Assignment
Word-for-word transcription needed. Include every entry below but no pictures.

[Saved data entries]
○ ○ ○ ○ ○ ○ ○

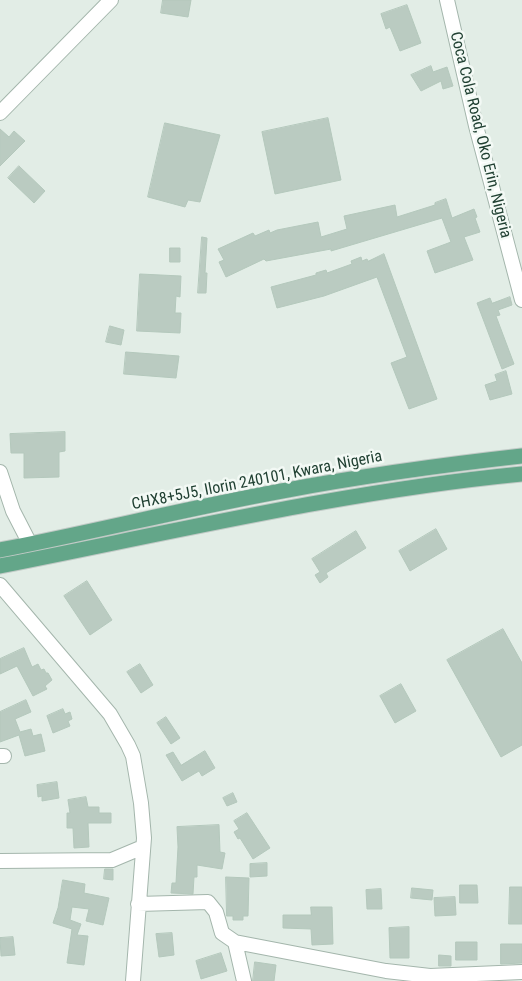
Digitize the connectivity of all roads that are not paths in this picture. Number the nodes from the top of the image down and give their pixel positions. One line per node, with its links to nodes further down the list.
1 (111, 0): 3 (street)
2 (447, 0): 4 (street, Coca Cola Road, Oko Erin, Nigeria)
3 (0, 113)
4 (522, 300)
5 (522, 456): 8 (main road, CHX8+5J5, Ilorin 240101, Kwara, Nigeria)
6 (0, 472): 8 (street)
7 (522, 474): 10 (main road, CHX8+5J5, Ilorin 240101, Kwara, Nigeria)
8 (30, 544): 9 (main road, CHX8+5J5, Ilorin 240101, Kwara, Nigeria)
9 (0, 550)
10 (0, 566)
11 (0, 585): 12 (street)
12 (143, 847): 13 (street); 14 (street)
13 (0, 861)
14 (138, 904): 15 (street); 17 (street)
15 (235, 942): 16 (street); 18 (street)
16 (522, 972)
17 (133, 981)
18 (244, 981)

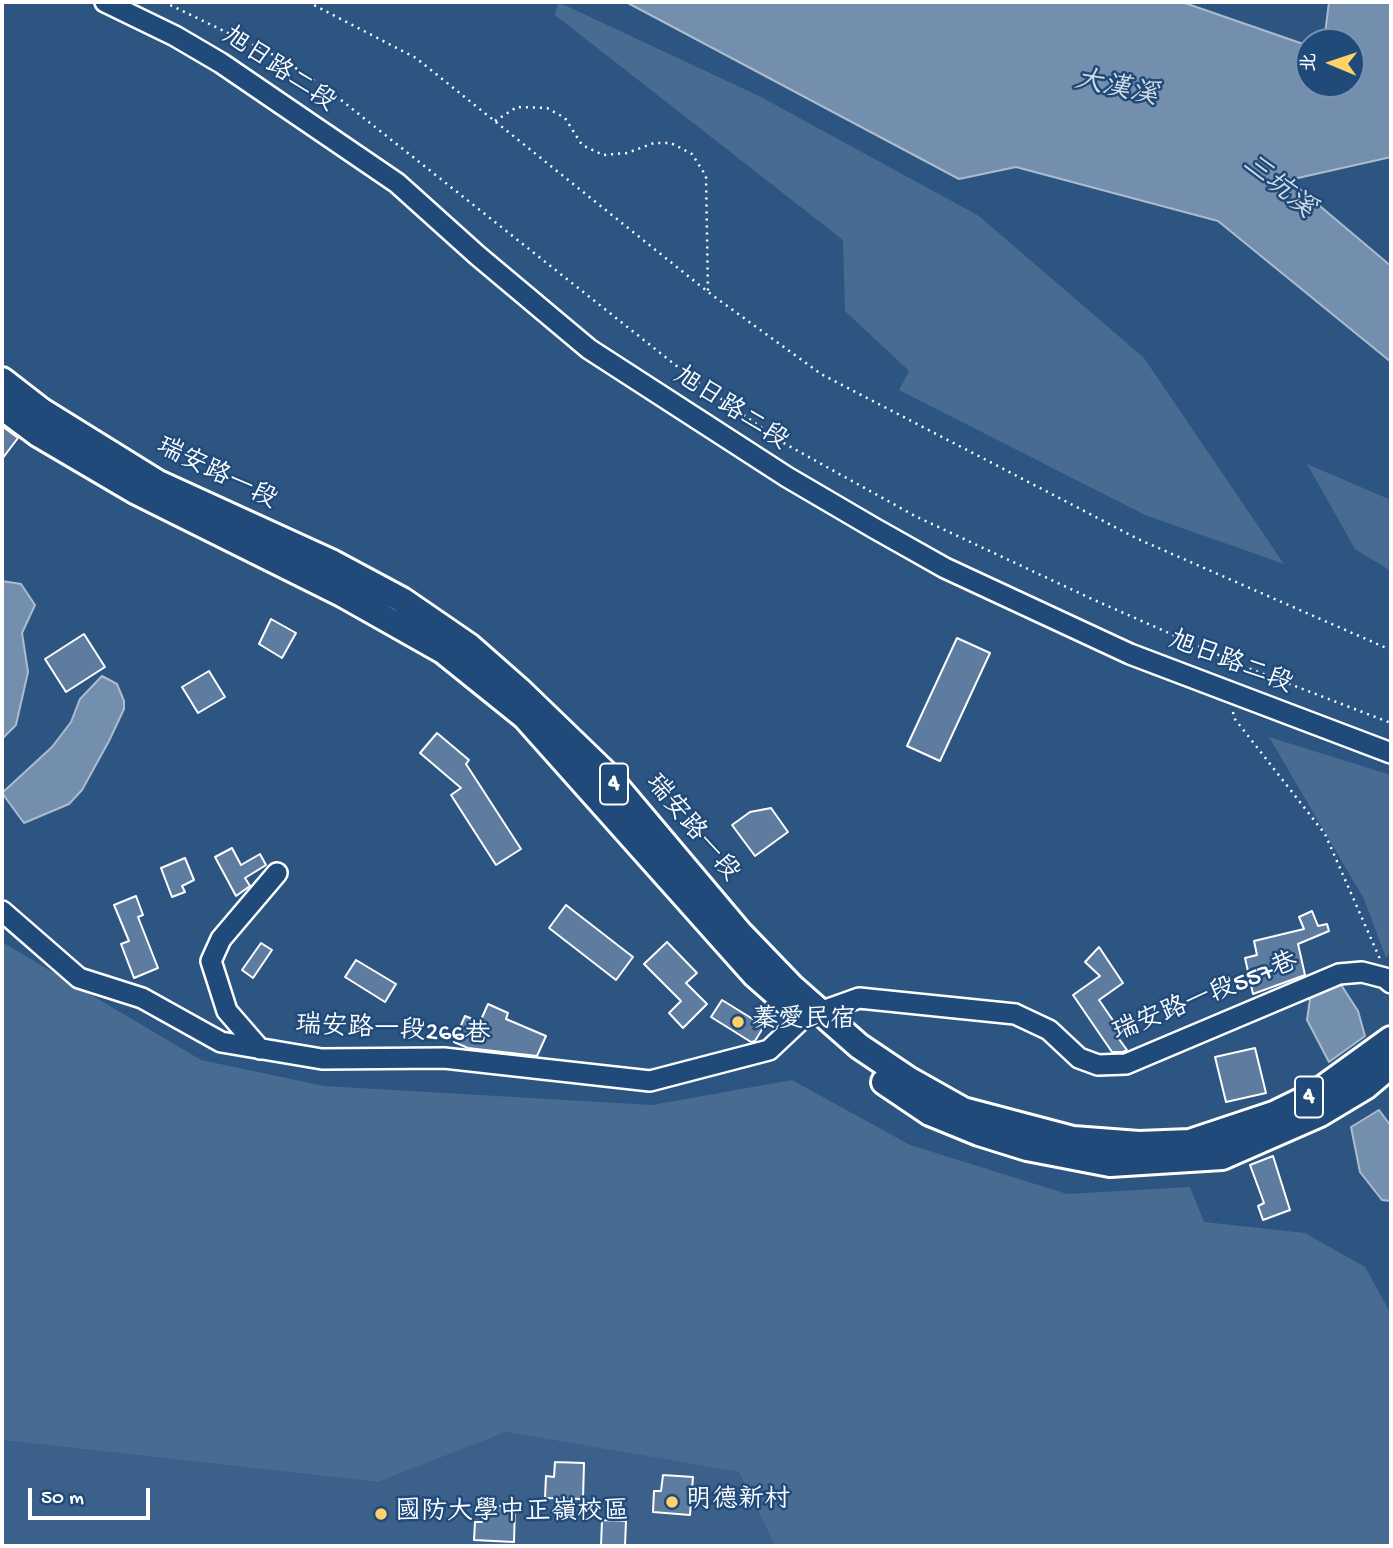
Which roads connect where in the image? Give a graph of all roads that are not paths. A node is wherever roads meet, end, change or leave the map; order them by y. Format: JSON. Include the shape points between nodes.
{"nodes":[{"id":1,"x":105,"y":2,"type":"edge"},
{"id":2,"x":2,"y":380,"type":"edge"},
{"id":3,"x":2,"y":407,"type":"edge"},
{"id":4,"x":1391,"y":753,"type":"edge"},
{"id":5,"x":277,"y":873,"type":"dead end"},
{"id":6,"x":2,"y":911,"type":"edge"},
{"id":7,"x":1388,"y":980,"type":"edge"},
{"id":8,"x":813,"y":1015,"type":"junction"},
{"id":9,"x":1391,"y":1039,"type":"edge"},
{"id":10,"x":260,"y":1049,"type":"junction"},
{"id":11,"x":1391,"y":1065,"type":"edge"},
{"id":12,"x":1219,"y":1146,"type":"junction"}],
"edges":[{"from":1,"to":4,"type":"street","name":"旭日路二段","via":[[220,63],[397,183],[589,349],[787,477],[967,579],[1130,654]]},
{"from":2,"to":8,"type":"main road","name":"瑞安路一段","number":"4","via":[[42,411],[158,483],[333,563],[402,600],[469,646],[605,773]]},
{"from":3,"to":8,"type":"main road","name":"瑞安路一段","number":"4","via":[[38,434],[135,491],[342,594],[443,651],[525,717],[755,975]]},
{"from":5,"to":10,"type":"street","via":[[221,939],[211,961],[228,1011]]},
{"from":6,"to":10,"type":"street","name":"瑞安路一段266巷","via":[[79,978],[142,998],[222,1042]]},
{"from":7,"to":8,"type":"street","name":"瑞安路一段557巷","via":[[1351,971],[1339,974],[1126,1064],[1112,1065],[1079,1058],[1049,1030],[1015,1014],[859,998]]},
{"from":8,"to":10,"type":"street","name":"瑞安路一段266巷","via":[[769,1050],[650,1081],[444,1058],[322,1059]]},
{"from":8,"to":12,"type":"main road","name":"瑞安路一段","number":"4","via":[[908,1079],[975,1113],[1073,1139]]},
{"from":9,"to":12,"type":"main road","number":"4","via":[[1315,1094]]},
{"from":11,"to":12,"type":"main road","number":"4","via":[[1320,1114]]}]}
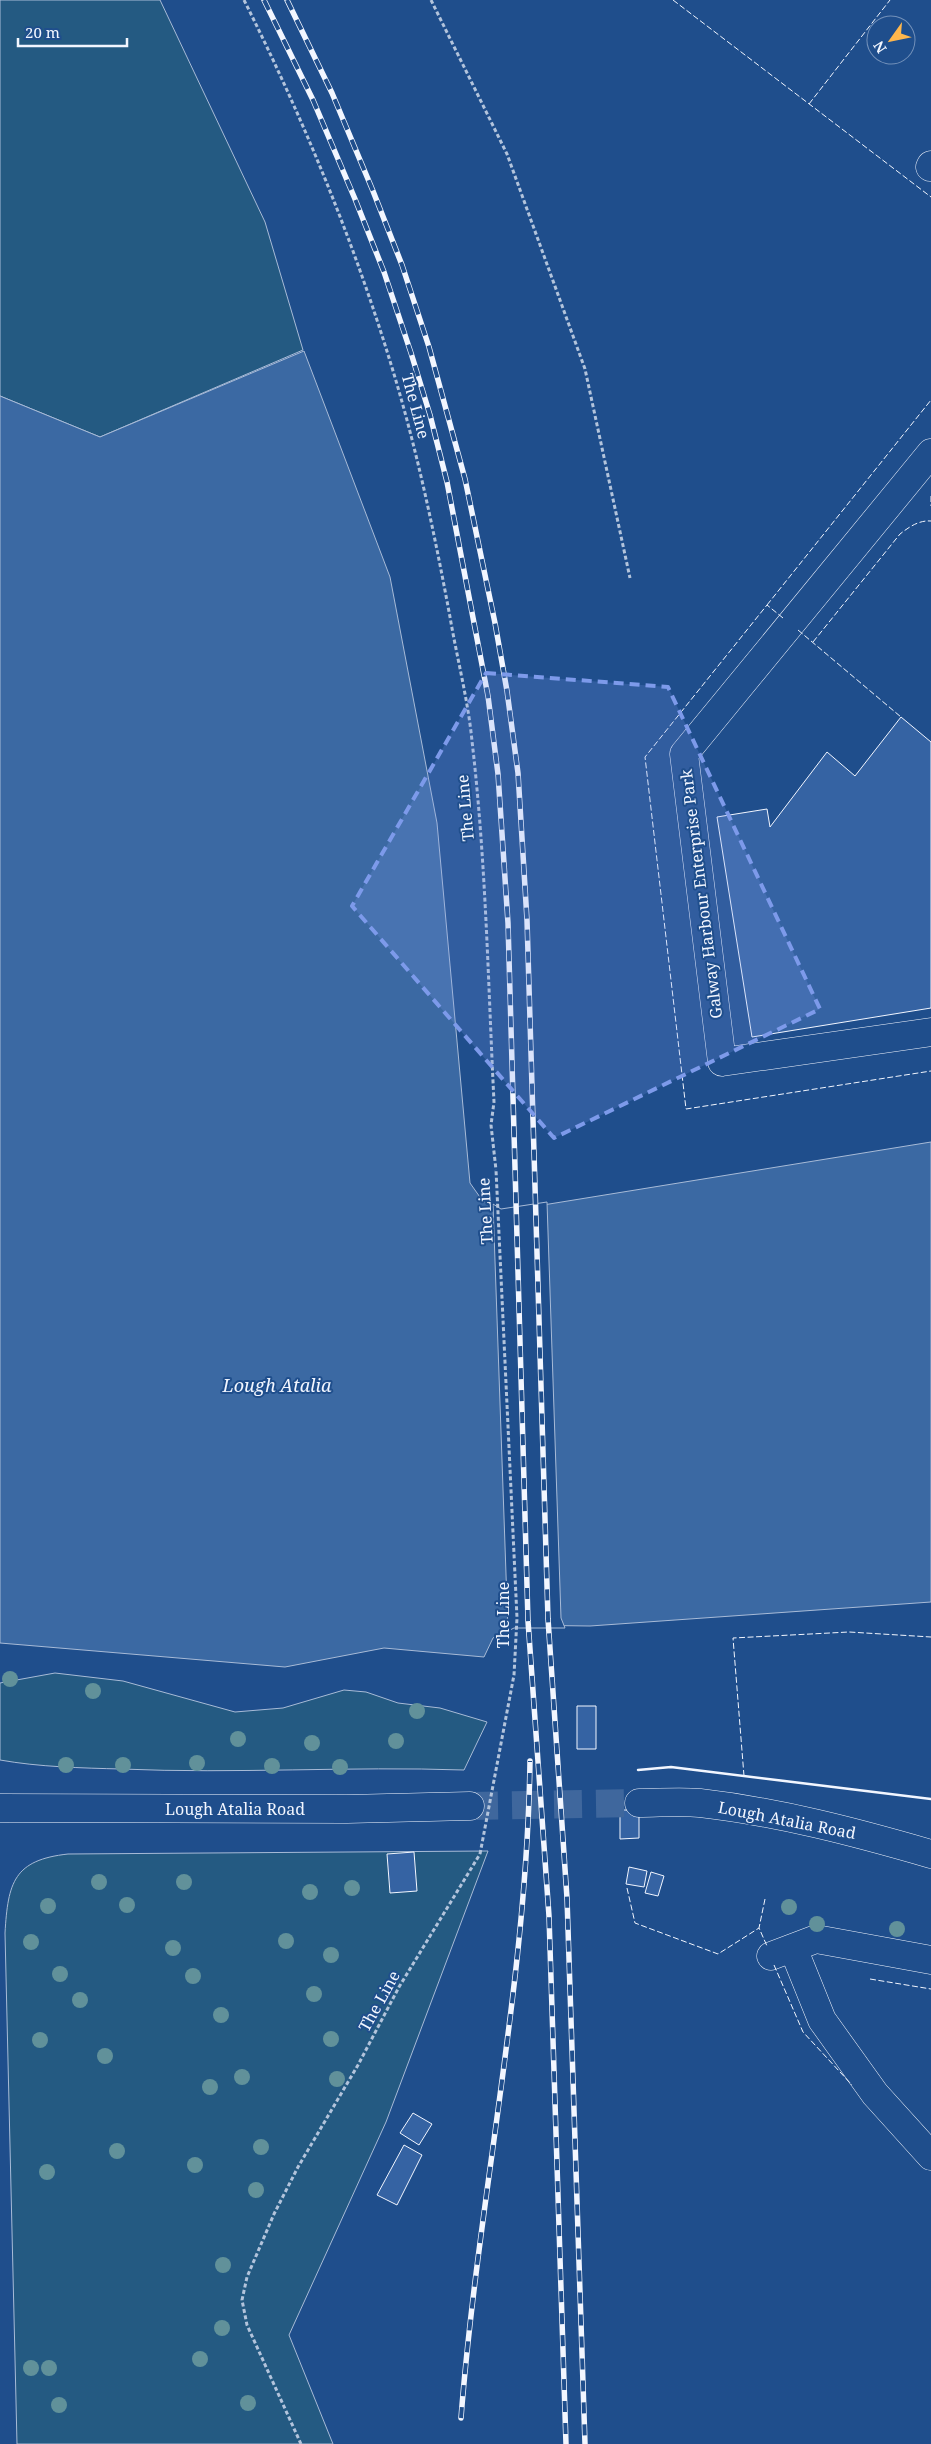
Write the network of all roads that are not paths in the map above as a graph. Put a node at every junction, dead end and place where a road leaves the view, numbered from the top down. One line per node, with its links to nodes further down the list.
1 (931, 453): 2 (street, Galway Harbour Enterprise Park)
2 (931, 1032)
3 (639, 1803): 6 (street, Lough Atalia Road)
4 (470, 1806): 5 (street, Lough Atalia Road)
5 (0, 1808)
6 (931, 1854)
7 (931, 1960): 8 (street)
8 (931, 2156)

○ ○ ○ ○ ○ ○ ○

Reply to the exercise
Digitize the connectivity of all roads that are not paths in this picture. Number the nodes from the top of the image down and give their pixel positions. One line per node, with its links to nodes further down the list.
1 (111, 0): 3 (street)
2 (447, 0): 4 (street, Coca Cola Road, Oko Erin, Nigeria)
3 (0, 113)
4 (522, 300)
5 (522, 456): 8 (main road, CHX8+5J5, Ilorin 240101, Kwara, Nigeria)
6 (0, 472): 8 (street)
7 (522, 474): 10 (main road, CHX8+5J5, Ilorin 240101, Kwara, Nigeria)
8 (30, 544): 9 (main road, CHX8+5J5, Ilorin 240101, Kwara, Nigeria)
9 (0, 550)
10 (0, 566)
11 (0, 585): 12 (street)
12 (143, 847): 13 (street); 14 (street)
13 (0, 861)
14 (138, 904): 15 (street); 17 (street)
15 (235, 942): 16 (street); 18 (street)
16 (522, 972)
17 (133, 981)
18 (244, 981)

Which roads connect where in the image? Give a graph of all roads that are not paths. A node is wherever roads meet, end, change or leave the map; order them by y. Format: JSON. Include the shape points between nodes.
{"nodes":[{"id":1,"x":105,"y":2,"type":"edge"},
{"id":2,"x":2,"y":380,"type":"edge"},
{"id":3,"x":2,"y":407,"type":"edge"},
{"id":4,"x":1391,"y":753,"type":"edge"},
{"id":5,"x":277,"y":873,"type":"dead end"},
{"id":6,"x":2,"y":911,"type":"edge"},
{"id":7,"x":1388,"y":980,"type":"edge"},
{"id":8,"x":813,"y":1015,"type":"junction"},
{"id":9,"x":1391,"y":1039,"type":"edge"},
{"id":10,"x":260,"y":1049,"type":"junction"},
{"id":11,"x":1391,"y":1065,"type":"edge"},
{"id":12,"x":1219,"y":1146,"type":"junction"}],
"edges":[{"from":1,"to":4,"type":"street","name":"旭日路二段","via":[[220,63],[397,183],[589,349],[787,477],[967,579],[1130,654]]},
{"from":2,"to":8,"type":"main road","name":"瑞安路一段","number":"4","via":[[42,411],[158,483],[333,563],[402,600],[469,646],[605,773]]},
{"from":3,"to":8,"type":"main road","name":"瑞安路一段","number":"4","via":[[38,434],[135,491],[342,594],[443,651],[525,717],[755,975]]},
{"from":5,"to":10,"type":"street","via":[[221,939],[211,961],[228,1011]]},
{"from":6,"to":10,"type":"street","name":"瑞安路一段266巷","via":[[79,978],[142,998],[222,1042]]},
{"from":7,"to":8,"type":"street","name":"瑞安路一段557巷","via":[[1351,971],[1339,974],[1126,1064],[1112,1065],[1079,1058],[1049,1030],[1015,1014],[859,998]]},
{"from":8,"to":10,"type":"street","name":"瑞安路一段266巷","via":[[769,1050],[650,1081],[444,1058],[322,1059]]},
{"from":8,"to":12,"type":"main road","name":"瑞安路一段","number":"4","via":[[908,1079],[975,1113],[1073,1139]]},
{"from":9,"to":12,"type":"main road","number":"4","via":[[1315,1094]]},
{"from":11,"to":12,"type":"main road","number":"4","via":[[1320,1114]]}]}
Write the network of all roads that are not paths in the map above as a graph. Put a node at every junction, dead end and place where a road leaves the view, numbered from the top down. One line per node, with its links to nodes further down the list.
1 (931, 453): 2 (street, Galway Harbour Enterprise Park)
2 (931, 1032)
3 (639, 1803): 6 (street, Lough Atalia Road)
4 (470, 1806): 5 (street, Lough Atalia Road)
5 (0, 1808)
6 (931, 1854)
7 (931, 1960): 8 (street)
8 (931, 2156)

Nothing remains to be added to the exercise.